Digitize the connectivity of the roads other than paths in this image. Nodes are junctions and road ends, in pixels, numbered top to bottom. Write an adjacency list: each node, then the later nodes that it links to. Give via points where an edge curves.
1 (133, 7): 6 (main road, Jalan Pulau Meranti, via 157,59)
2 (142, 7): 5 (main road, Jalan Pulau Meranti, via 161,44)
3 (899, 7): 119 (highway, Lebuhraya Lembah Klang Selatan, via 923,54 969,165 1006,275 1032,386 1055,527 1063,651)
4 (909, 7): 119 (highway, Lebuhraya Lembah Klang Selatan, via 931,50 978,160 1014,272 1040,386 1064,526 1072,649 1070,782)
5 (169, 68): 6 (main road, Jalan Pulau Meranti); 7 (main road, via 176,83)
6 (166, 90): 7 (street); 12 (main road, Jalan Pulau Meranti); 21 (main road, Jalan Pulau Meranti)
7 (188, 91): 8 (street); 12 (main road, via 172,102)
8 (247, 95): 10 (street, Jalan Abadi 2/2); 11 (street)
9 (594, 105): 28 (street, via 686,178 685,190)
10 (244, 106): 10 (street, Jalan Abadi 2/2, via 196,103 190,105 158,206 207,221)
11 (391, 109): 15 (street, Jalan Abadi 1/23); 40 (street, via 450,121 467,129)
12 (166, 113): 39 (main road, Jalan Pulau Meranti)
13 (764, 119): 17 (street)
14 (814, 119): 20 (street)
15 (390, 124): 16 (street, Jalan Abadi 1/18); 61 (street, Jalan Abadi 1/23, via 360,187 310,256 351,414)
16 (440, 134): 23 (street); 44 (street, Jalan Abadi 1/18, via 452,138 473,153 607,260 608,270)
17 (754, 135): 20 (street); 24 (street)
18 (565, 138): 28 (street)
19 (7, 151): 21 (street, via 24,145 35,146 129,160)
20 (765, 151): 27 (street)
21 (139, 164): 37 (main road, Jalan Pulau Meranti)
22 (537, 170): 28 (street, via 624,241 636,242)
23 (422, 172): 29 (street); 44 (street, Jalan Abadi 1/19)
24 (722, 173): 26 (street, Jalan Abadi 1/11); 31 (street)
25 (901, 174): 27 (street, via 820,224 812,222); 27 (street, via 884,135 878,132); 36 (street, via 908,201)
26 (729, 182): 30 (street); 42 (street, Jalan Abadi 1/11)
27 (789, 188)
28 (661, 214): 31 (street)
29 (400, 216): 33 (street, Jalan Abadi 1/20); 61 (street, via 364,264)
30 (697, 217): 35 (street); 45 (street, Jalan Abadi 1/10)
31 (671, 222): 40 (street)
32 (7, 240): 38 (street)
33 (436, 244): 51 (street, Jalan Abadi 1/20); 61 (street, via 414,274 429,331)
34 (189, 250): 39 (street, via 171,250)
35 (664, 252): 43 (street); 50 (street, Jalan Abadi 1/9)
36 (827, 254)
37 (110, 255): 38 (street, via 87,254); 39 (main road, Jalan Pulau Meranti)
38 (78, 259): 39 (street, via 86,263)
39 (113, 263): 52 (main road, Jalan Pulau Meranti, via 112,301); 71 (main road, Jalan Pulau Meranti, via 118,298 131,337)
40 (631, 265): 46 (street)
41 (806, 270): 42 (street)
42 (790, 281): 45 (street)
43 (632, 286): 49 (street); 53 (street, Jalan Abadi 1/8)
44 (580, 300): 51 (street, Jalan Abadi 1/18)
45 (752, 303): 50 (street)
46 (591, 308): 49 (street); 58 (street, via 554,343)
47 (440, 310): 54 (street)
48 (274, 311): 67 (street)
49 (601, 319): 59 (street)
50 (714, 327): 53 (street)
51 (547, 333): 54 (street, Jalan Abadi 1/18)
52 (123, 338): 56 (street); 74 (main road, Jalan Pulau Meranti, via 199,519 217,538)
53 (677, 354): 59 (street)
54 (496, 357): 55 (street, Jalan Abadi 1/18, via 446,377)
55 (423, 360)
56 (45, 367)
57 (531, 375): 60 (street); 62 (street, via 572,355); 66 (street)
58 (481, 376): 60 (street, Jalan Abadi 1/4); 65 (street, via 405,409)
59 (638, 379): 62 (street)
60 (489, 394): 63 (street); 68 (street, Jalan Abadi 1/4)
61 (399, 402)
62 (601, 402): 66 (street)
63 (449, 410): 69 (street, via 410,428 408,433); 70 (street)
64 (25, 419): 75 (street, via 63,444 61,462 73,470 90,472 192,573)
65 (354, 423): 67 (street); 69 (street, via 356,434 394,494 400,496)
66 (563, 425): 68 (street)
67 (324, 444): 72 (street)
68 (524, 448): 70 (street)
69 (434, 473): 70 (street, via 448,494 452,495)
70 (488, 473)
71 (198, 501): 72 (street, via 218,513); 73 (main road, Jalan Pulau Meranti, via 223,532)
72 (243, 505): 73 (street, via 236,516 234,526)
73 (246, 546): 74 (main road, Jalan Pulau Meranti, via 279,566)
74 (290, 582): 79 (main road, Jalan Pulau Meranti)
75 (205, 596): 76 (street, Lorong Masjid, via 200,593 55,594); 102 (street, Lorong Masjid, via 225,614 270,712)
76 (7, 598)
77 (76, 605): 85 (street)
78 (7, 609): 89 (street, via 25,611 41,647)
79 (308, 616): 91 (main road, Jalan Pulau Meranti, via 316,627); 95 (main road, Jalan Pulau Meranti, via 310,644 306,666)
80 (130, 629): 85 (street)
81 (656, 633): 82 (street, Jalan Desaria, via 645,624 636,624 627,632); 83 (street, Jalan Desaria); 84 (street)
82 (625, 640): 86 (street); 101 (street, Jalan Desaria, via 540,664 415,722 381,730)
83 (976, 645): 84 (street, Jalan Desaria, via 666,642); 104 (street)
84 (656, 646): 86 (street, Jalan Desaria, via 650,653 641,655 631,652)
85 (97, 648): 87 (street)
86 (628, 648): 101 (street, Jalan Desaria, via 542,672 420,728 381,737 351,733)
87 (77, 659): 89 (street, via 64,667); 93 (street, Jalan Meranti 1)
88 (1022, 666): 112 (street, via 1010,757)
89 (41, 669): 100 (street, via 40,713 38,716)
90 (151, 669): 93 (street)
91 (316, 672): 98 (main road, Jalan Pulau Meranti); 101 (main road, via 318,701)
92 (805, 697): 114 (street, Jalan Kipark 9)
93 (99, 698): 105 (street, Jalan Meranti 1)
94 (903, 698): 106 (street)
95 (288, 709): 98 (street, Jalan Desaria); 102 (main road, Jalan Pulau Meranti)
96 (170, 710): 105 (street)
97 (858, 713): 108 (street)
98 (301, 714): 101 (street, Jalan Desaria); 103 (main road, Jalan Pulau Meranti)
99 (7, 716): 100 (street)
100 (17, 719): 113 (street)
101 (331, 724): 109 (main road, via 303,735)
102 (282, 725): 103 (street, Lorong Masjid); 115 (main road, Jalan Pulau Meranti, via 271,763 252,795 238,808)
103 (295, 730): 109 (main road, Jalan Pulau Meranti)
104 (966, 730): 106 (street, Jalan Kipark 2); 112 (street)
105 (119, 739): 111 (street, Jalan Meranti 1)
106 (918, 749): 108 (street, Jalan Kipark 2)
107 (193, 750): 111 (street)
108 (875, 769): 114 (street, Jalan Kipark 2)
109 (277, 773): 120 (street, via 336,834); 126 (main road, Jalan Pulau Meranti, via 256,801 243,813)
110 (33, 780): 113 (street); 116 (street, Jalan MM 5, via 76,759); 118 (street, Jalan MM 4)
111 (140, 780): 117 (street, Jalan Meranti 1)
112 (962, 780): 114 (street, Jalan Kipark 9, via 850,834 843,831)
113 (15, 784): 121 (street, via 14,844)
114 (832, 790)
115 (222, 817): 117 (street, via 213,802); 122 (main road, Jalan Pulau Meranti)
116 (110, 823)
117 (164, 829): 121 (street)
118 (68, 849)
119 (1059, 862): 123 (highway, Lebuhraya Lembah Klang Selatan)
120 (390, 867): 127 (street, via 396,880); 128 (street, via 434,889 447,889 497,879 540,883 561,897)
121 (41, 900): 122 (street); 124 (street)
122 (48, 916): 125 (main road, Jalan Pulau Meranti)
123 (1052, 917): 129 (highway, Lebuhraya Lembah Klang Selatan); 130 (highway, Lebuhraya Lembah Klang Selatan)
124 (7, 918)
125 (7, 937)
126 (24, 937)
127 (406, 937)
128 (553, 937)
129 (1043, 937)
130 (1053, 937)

▶ **PROBLEM STATEMENT**:
Return, from the data above, each line in which the string "highway" appears.

▶ **YOUR RESPONSE**:
3 (899, 7): 119 (highway, Lebuhraya Lembah Klang Selatan, via 923,54 969,165 1006,275 1032,386 1055,527 1063,651)
4 (909, 7): 119 (highway, Lebuhraya Lembah Klang Selatan, via 931,50 978,160 1014,272 1040,386 1064,526 1072,649 1070,782)
119 (1059, 862): 123 (highway, Lebuhraya Lembah Klang Selatan)
123 (1052, 917): 129 (highway, Lebuhraya Lembah Klang Selatan); 130 (highway, Lebuhraya Lembah Klang Selatan)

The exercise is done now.